The final model can be summarized as the following three core components (see Figure 1b):

From the input space to the encoder of the representation space, the inputs are in pairs

Context value and generate a representation for each pair

. We parameterize h as a neural network.

Aggregator a, which summarizes the input of the encoder.

Conditional decoder g, which samples the global latent variable z and the new target location

As input and corresponding

Value output prediction

.

 

Figure 2: Graph model for correlation model (a-c) and neural process (d). Gray shading indicates that the variable was observed. C represents the context variable, and T represents the target variable, which is the variable to be predicted given C.

 

result


Figure 4. Pixelated regression on MNIST and CelebA

The diagram on the left shows that an image completes pixelation can be framed as a 2-D regression task, where f (pixel coordinates) = pixel brightness. The diagram on the right shows the results of the image implementation of MNIST and CelebA. The top image corresponds to the context node provided to the model. In order to be able to show more clearly, the unobserved points are marked in blue and white in MNIST and CelebA, respectively. In the case of a given text node, each row corresponds to a different sample. As the text nodes increase, the predicted pixels become closer to the underlying pixels, and the variance between the samples gradually decreases.

Figure 5. Thompson sampling of 1-D objective functions using neural processes

These figures show the process of 5 iterative optimizations. Each prediction function (blue) is drawn by sampling a latent variable, the condition of which is to increase the number of text nodes (black). The underlying ground truth function is represented as a black dotted line. The red triangle represents the next evaluation point, which corresponds to the minimum of the extracted NP curve. The red circle in the next iteration corresponds to this evaluation point, and its underlying ground truth refers to a new text node that will be the NP.

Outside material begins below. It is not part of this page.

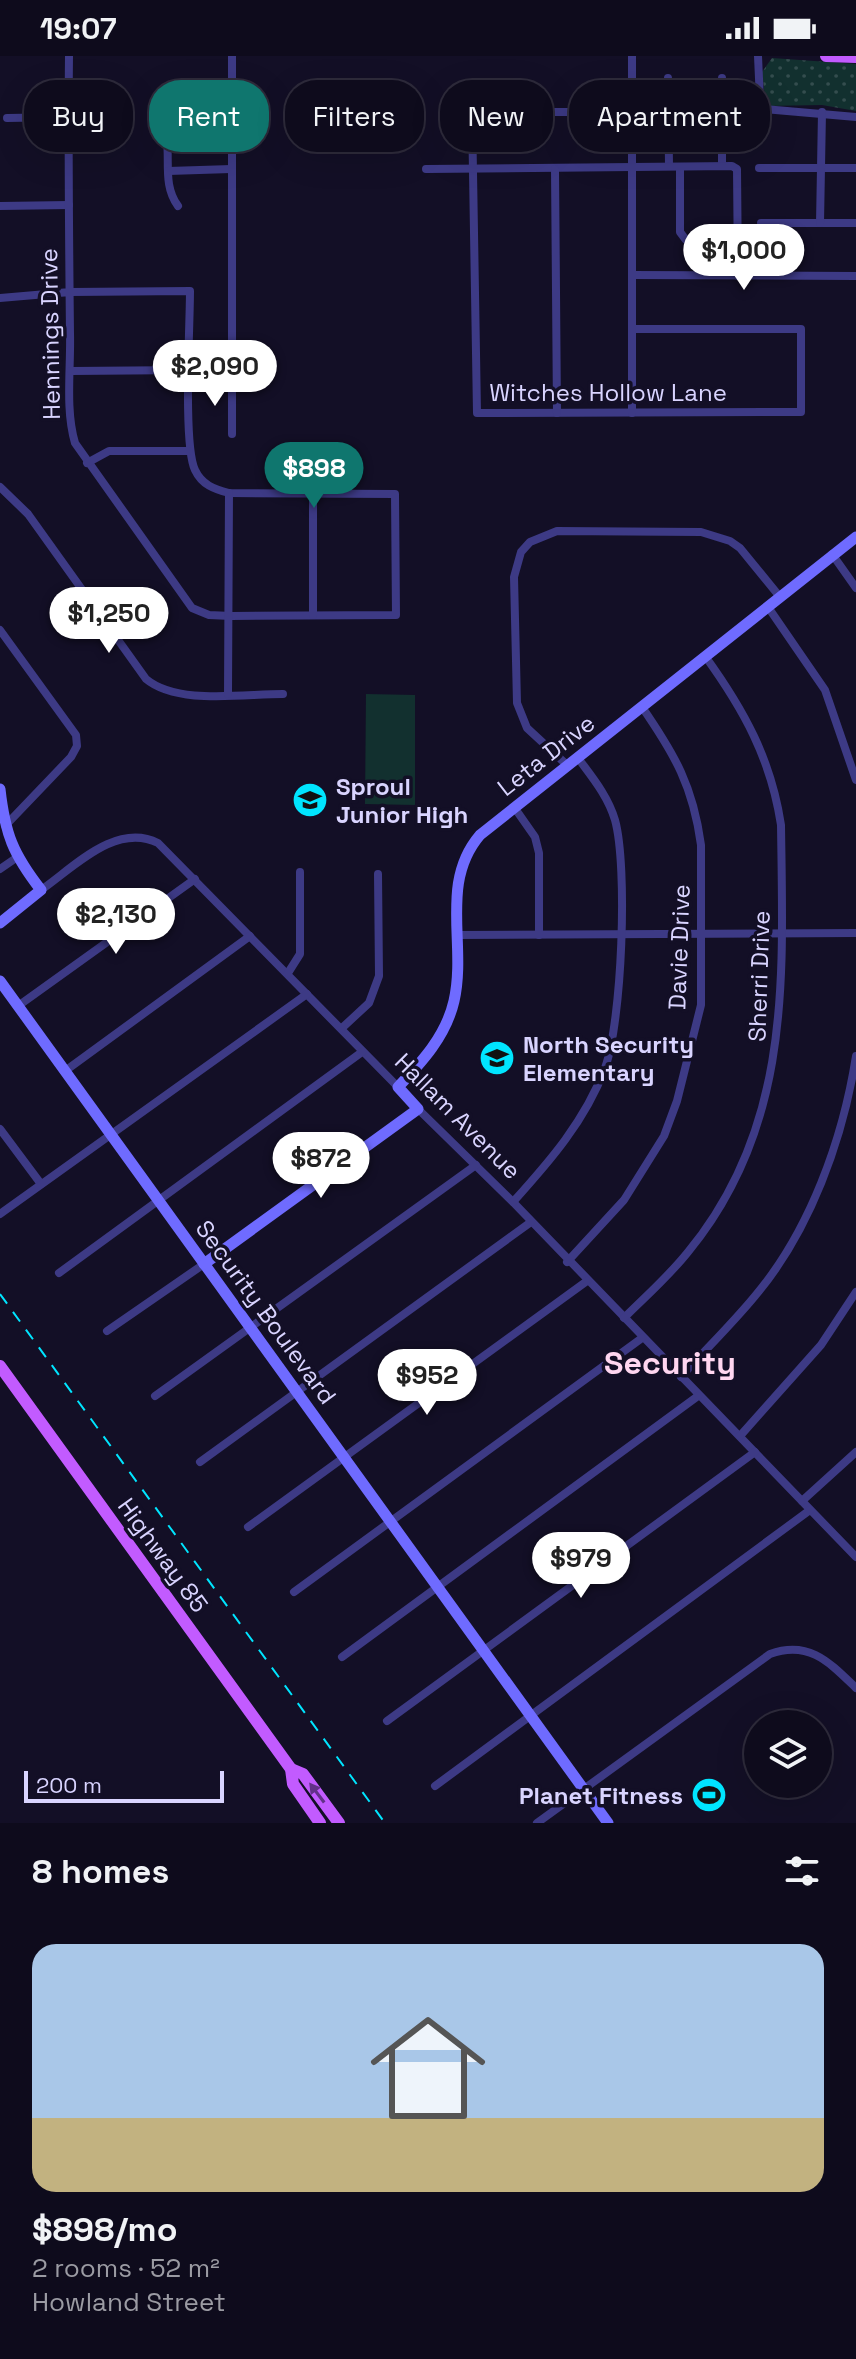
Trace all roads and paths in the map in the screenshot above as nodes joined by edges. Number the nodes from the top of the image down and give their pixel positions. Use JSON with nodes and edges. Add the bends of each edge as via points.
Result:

Table 1. Bayesian optimization using Thompson sampling

The average of the optimization steps needs to reach the global minimum of the 1-D function generated by the Gaussian process. These values are normalized by the number of steps taken by a random search. The performance of a Gaussian process using the appropriate kernel is equivalent to the upper limit of performance.

Table 2. Results of the wheel bandit problem after increasing the delta value

The results represent the mean and standard error of more than 100 cumulative and simple regrets. The result normalizes the performance of a uniform agent.

Discuss

We introduced a set of models that combine the advantages of stochastic processes and neural networks, called neural processes. NPs learn to represent distributions on functions, and make flexible predictions based on some text input during testing. NPs don’t need to write the kernel themselves, but learn the implicit measure directly from the data.

We apply NPs to some column regression tasks to demonstrate their flexibility. The purpose of this paper is to introduce NPs and compare it to the research currently underway. Therefore, the task we present is that although there are many types, the dimensions are relatively low. Extending NPs to higher dimensions can significantly reduce computational complexity and data driven representations.

Limitations of this work

  • How can we assure NPs have the equal performance to pure deep learning models?
  • What real application cases are better of using  NPs rather than deep learning?

Expecting more future works are going deeper.